When I first saw Mindwarp I recall thinking that Brian Blessed was sadly wasted in his role as Yrcanos. I'd recently seen him in Kenneth Branagh's Henry V so knew him capable of being, if required, not quite so full on Brian Blessed. Rewatching now, Brian Blessed was definitely one of the best things in Mindwarp. He's clearly having fun and at least we were smiling whenever he was on the screen.

Frustratingly the ongoing story arc of the Doctor's trial condemns this particular segment to a section where doubts are supposed to be growing about the veracity of the material on display. We are essentially told that all the events unfolding on Thoros Beta are being conveyed to us via an unreliable narrator. The Doctor states that events proceeded broadly as depicted but that the emphasis was different. In the hands of a better director this could probably have been made to work, but as it stands the story is frustratingly confusing: relationships may or may not be as the appear on screen, events may or may not have happened for reasons which may or may not be those stated. I've nothing against unreliable narrators per se, but I think Mindwarp demonstrates that you need to work hard to pull them off in a way that doesn't make the result look like something of a confusing mess.

The (as far as one can tell largely one-sided) relationship between Yrcanos and Peri is bizarre as well. It must be said that poor Peri was often saddled with the role of random object of affection/lust for some passing character or villain (we were to watch Timelash next), more so than many companions and I'm sure whole essays could be written on why this particular companion at this particular point in the show's history keeps encountering this trope. In this case though I think we are supposed to believe the feeling is mutual, even though Nicola Bryant conveys nothing more than a kind of indulgent friendly feeling towards Yrcanos. I deduce this because her death at the end of Mindwarp is retconned (I would say unnecessarily) into marriage to Yrcanos six episodes later (in the novelisation it is even more bizarrely retconned into marriage to Yrcanos who is then transported to Earth by the Time Lords where he embarks upon a successful career as a pro-wrestler with Peri as his manager) and one assumes one is supposed to view this as a happy ending - as opposed to a companion being abandoned and forced by circumstances into marriage. Of course one can handwave the lack of apparent affection by invoking the unreliable narrator, but it is ultimately odd and frustrating.

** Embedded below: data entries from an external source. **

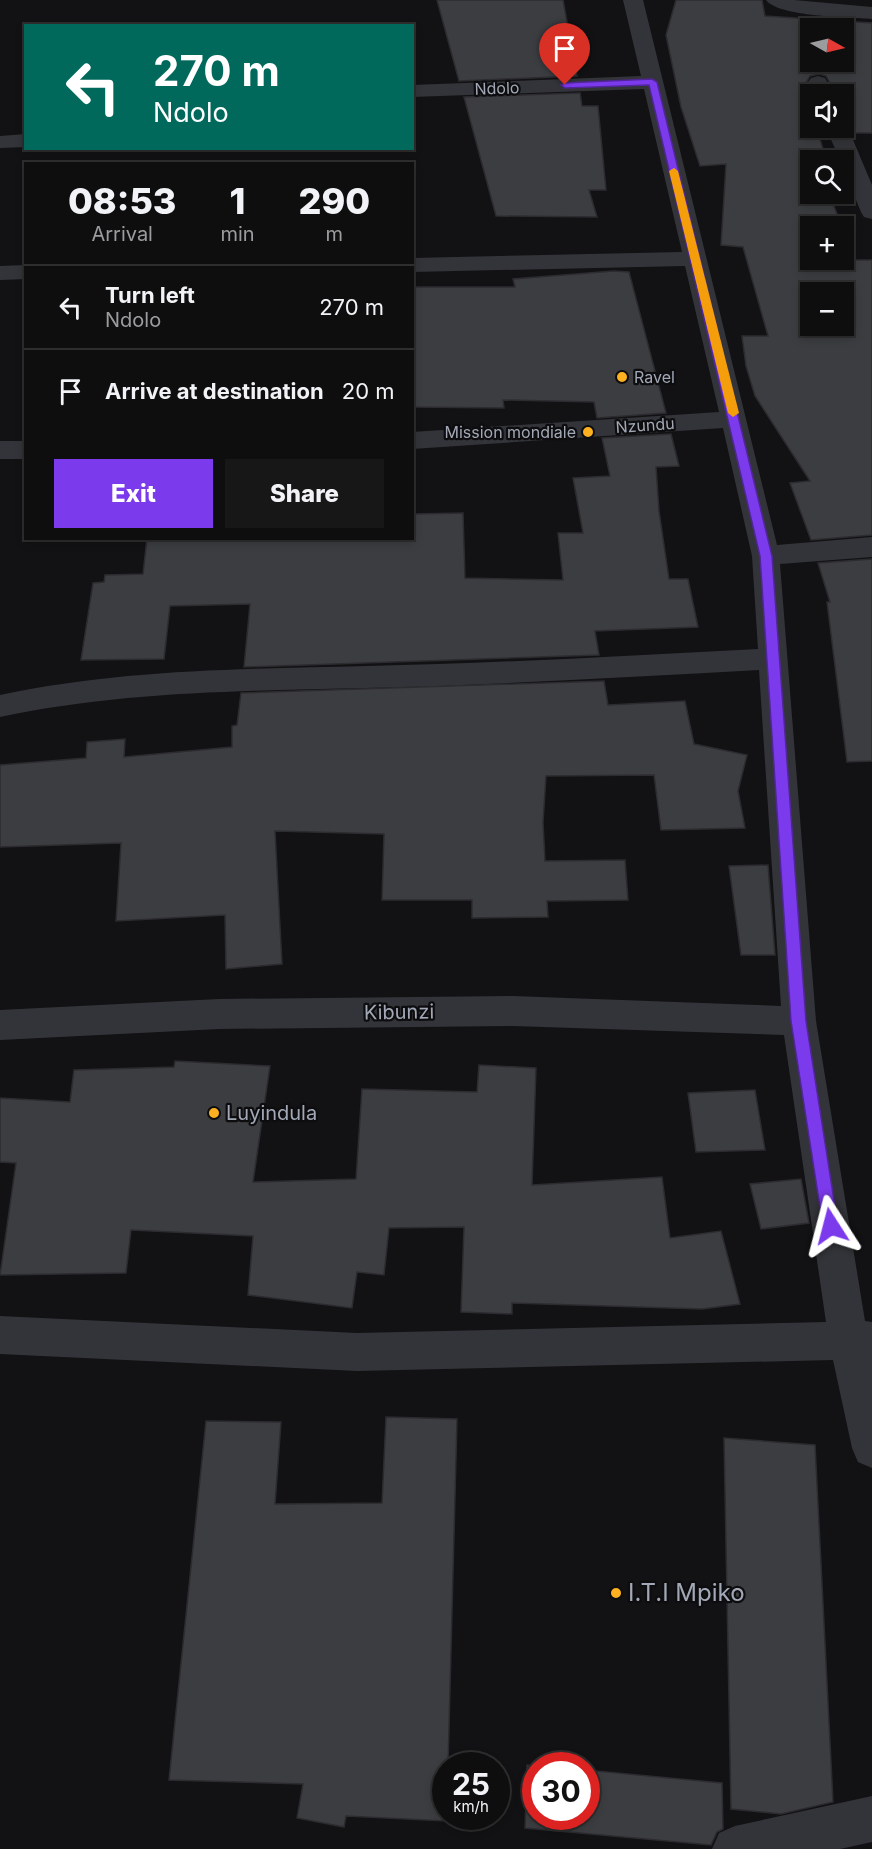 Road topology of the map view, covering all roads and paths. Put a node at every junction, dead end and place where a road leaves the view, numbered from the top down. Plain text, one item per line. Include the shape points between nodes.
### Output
1 (633, 0) edge
2 (778, 1) edge
3 (872, 14) edge
4 (652, 82) junction
5 (414, 91) edge
6 (841, 138) edge
7 (24, 140) edge
8 (0, 142) edge
9 (872, 212) edge
10 (694, 259) junction
11 (414, 265) edge
12 (24, 272) edge
13 (0, 273) edge
14 (735, 419) junction
15 (414, 441) edge
16 (0, 450) edge
17 (24, 450) edge
18 (872, 547) edge
19 (766, 556) junction
20 (775, 659) junction
21 (0, 706) edge
22 (799, 1021) junction
23 (0, 1025) edge
24 (0, 1335) edge
25 (860, 1340) edge
26 (872, 1448) edge
27 (872, 1819) edge
28 (735, 1849) edge

1 - 4 street
2 - 3 street
4 - 5 street, Ndolo
4 - 10 street
6 - 9 street
7 - 8 street
10 - 11 street
10 - 14 street
12 - 13 street
14 - 15 street, Nzundu
14 - 19 street
16 - 17 street
18 - 19 street
19 - 20 street
20 - 21 street via 510,673 156,682 48,694
20 - 22 street
22 - 23 street, Kibunzi via 513,1011 219,1014
22 - 25 street
24 - 25 street via 357,1352
25 - 26 street
27 - 28 street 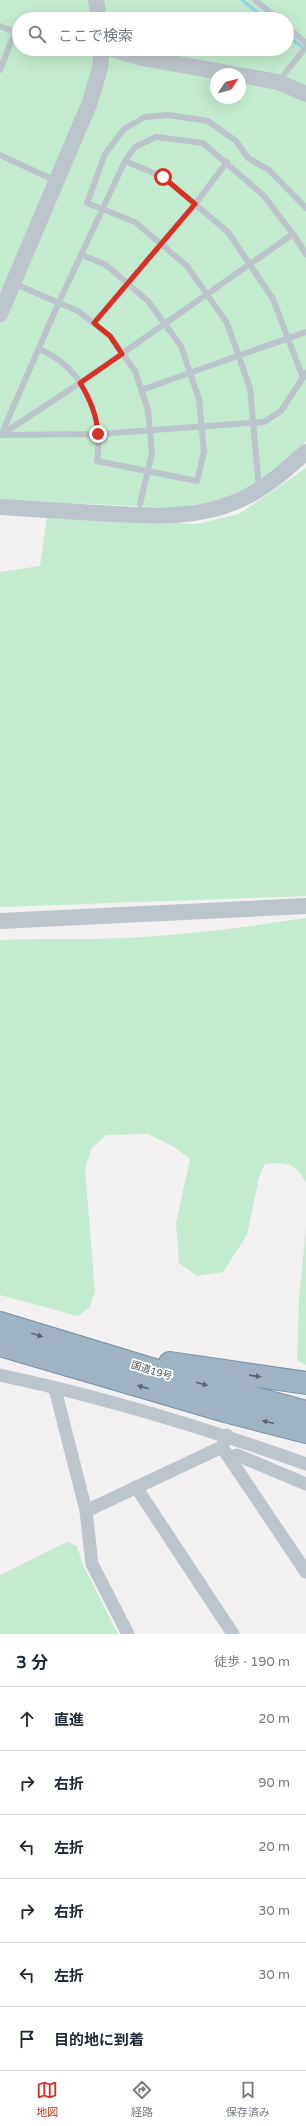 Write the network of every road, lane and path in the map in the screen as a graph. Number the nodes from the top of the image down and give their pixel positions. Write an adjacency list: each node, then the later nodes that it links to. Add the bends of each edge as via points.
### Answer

Beyond that there is a lot of running around and capture-escape in this story, rendered more confusing and apparently pointless by the interruptions of the trial in which the Doctor insists the material is being manipulated. An attempt to portray a planet in which not everyone is white is undermined by the fact that all the non-white characters are slaves or servants and very much secondary to the main cast. Patrick Ryecart as Crozier is working hard to inject some depth into his role but is undermined in part by being a less sympathetic character than the Governor in Vengeance on Varos and, to be honest, by a decision to depict this world, not with the grimness of Varos, but as a dayglo confection of pink and orange. Sil is reduced more or less to being a comedy henchman. Kiv, Sil's superior is potentially more interesting (and marks the start of Christopher Ryan's career as Doctor Who villains in latex masks) but it seems unnecessary to suddenly sideline a successful character by introducing his superior.

To be honest, despite my complaints, Mindwarp isn't that bad but one feels it was very nearly good and somehow misses it mostly by just not having a good enough grip on tone and a clear enough idea how to convey the ambiguity over the gap between what we see and what actually happened.